## Exercise aim
Return, from the listing that follows, each line containing the word "Chowk".

## Given records
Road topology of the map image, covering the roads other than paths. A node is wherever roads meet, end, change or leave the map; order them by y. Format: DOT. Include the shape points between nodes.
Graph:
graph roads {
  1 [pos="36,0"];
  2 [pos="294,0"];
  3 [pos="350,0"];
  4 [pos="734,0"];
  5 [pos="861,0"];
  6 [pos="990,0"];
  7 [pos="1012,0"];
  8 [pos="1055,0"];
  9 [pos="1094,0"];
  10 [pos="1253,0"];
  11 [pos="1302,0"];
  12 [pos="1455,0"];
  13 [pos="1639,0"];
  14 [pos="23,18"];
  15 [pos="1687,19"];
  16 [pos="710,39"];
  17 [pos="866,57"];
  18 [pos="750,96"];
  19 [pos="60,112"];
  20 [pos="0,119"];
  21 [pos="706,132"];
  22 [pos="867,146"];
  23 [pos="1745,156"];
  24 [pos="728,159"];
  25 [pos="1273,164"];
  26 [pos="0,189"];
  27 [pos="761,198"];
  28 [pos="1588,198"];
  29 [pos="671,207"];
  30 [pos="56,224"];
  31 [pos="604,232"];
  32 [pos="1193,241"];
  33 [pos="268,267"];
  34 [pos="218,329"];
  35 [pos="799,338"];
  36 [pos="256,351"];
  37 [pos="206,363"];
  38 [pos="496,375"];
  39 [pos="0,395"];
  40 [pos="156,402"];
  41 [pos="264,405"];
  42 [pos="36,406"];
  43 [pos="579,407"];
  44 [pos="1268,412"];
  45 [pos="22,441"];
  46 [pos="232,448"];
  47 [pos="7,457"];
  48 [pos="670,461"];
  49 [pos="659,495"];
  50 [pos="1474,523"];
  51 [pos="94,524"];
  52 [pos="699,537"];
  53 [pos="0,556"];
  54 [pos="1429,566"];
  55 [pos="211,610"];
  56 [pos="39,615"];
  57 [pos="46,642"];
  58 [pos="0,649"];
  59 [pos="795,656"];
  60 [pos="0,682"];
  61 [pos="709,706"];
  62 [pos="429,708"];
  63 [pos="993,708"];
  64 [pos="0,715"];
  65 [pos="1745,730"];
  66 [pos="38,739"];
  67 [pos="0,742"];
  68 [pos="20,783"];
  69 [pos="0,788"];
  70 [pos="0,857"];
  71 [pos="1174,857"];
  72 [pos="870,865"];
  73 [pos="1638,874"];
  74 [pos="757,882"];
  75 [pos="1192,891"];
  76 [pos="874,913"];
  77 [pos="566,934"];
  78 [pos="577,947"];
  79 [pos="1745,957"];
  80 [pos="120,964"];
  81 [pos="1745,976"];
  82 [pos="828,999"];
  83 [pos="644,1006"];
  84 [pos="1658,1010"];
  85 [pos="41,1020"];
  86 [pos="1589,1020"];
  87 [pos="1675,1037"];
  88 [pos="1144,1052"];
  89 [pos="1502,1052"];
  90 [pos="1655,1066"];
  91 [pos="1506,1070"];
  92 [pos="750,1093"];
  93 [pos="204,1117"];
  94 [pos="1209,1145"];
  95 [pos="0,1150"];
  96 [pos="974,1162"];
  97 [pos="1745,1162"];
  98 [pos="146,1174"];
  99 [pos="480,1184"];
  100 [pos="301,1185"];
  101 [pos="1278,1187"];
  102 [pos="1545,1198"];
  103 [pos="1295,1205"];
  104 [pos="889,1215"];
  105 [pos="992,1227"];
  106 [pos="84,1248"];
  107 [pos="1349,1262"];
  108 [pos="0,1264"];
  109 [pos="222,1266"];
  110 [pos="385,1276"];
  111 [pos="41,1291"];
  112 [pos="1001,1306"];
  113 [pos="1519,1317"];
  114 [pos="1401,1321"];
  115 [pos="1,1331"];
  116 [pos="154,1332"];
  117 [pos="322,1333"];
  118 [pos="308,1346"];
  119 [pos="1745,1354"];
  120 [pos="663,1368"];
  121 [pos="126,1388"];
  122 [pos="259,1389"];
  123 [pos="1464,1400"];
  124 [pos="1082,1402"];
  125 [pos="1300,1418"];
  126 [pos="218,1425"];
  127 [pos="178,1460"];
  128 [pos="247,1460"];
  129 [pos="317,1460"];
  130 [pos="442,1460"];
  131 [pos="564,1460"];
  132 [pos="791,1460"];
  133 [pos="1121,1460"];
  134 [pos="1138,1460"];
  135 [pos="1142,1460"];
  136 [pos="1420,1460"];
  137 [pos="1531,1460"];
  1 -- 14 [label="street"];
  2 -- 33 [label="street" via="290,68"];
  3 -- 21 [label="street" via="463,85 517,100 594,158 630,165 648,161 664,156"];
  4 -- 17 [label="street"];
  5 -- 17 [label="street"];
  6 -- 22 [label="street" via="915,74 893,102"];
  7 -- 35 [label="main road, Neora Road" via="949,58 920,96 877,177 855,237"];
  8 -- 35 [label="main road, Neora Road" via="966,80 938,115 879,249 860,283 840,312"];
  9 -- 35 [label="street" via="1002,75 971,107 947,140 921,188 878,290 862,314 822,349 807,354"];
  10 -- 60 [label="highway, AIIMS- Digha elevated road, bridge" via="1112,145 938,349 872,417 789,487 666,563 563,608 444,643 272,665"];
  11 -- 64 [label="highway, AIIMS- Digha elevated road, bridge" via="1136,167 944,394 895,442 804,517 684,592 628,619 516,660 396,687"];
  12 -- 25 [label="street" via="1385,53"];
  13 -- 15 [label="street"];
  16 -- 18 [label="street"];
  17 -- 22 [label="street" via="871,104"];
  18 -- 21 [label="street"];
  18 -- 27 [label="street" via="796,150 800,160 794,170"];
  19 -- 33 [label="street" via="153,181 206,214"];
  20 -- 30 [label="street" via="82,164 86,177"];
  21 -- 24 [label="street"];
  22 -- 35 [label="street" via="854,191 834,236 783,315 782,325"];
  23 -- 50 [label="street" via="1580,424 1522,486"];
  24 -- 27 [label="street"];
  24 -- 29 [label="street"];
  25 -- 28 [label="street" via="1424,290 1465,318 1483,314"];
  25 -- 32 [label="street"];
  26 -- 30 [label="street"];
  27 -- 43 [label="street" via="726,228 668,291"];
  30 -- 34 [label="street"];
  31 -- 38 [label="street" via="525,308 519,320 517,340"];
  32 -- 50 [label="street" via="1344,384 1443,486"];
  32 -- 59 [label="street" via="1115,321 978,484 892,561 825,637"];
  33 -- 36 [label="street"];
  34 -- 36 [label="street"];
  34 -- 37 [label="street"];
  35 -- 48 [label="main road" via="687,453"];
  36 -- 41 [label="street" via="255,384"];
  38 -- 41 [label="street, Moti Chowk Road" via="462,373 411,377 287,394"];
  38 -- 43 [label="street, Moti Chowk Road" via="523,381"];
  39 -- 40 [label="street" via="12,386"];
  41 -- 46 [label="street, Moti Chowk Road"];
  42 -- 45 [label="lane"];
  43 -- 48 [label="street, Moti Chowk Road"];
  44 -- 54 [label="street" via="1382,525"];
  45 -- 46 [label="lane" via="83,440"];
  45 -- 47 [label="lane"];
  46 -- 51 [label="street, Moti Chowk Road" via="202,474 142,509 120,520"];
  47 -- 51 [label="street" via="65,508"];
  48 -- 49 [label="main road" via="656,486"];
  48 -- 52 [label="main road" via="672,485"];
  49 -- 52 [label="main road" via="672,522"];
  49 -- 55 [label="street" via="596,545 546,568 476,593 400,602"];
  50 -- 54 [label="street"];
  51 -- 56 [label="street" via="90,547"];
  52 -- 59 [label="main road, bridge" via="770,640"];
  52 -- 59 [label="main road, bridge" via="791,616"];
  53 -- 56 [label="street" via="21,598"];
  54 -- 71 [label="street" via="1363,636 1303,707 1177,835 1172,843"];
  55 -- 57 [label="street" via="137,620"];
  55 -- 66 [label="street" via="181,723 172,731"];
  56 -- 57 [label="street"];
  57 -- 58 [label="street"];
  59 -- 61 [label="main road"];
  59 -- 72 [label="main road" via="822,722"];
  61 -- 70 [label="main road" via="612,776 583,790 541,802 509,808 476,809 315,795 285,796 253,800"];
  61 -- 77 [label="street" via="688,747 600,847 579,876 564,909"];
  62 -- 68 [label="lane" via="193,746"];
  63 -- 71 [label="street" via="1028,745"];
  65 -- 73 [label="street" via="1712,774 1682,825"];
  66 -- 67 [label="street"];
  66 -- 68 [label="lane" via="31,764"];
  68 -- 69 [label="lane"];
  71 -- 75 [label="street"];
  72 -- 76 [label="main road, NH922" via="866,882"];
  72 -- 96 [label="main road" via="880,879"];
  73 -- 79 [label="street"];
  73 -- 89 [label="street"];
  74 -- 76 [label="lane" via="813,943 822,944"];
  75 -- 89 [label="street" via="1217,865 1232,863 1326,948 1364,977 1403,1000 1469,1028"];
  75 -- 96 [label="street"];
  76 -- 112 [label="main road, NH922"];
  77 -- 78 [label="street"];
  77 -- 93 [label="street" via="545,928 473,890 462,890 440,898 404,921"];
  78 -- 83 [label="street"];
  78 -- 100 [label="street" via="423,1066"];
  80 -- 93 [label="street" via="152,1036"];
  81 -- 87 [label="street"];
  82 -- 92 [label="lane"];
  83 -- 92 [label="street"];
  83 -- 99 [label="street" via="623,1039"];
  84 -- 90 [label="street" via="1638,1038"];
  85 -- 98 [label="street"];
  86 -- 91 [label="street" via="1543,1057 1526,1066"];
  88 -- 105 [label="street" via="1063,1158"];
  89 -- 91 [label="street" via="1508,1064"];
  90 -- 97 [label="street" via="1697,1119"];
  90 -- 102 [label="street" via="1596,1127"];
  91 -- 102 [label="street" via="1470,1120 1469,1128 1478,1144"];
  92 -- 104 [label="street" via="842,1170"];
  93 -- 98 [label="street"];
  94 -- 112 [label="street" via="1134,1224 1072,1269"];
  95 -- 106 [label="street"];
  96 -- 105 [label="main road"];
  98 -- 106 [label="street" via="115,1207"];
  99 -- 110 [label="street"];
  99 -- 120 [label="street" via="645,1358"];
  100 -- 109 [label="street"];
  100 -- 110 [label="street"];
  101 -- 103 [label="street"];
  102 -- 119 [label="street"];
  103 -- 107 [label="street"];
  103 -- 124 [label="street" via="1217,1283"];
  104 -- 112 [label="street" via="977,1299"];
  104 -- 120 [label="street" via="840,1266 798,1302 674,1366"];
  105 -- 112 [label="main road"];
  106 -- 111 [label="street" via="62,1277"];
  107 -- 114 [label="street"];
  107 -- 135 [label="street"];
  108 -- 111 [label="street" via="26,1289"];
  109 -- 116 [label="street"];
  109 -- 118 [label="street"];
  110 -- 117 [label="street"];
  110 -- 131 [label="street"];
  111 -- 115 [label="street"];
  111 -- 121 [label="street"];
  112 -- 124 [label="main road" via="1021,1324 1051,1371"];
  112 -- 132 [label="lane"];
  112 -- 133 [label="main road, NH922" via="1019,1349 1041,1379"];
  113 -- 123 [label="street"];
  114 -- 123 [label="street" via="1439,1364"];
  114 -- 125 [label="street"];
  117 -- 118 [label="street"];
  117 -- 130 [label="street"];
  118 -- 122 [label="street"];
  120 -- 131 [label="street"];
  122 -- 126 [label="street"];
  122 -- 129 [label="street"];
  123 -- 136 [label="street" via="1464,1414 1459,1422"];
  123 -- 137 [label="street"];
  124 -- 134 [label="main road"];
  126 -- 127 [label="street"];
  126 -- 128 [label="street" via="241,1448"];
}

## Answer to this exercise
  38 -- 41 [label="street, Moti Chowk Road" via="462,373 411,377 287,394"];
  38 -- 43 [label="street, Moti Chowk Road" via="523,381"];
  41 -- 46 [label="street, Moti Chowk Road"];
  43 -- 48 [label="street, Moti Chowk Road"];
  46 -- 51 [label="street, Moti Chowk Road" via="202,474 142,509 120,520"];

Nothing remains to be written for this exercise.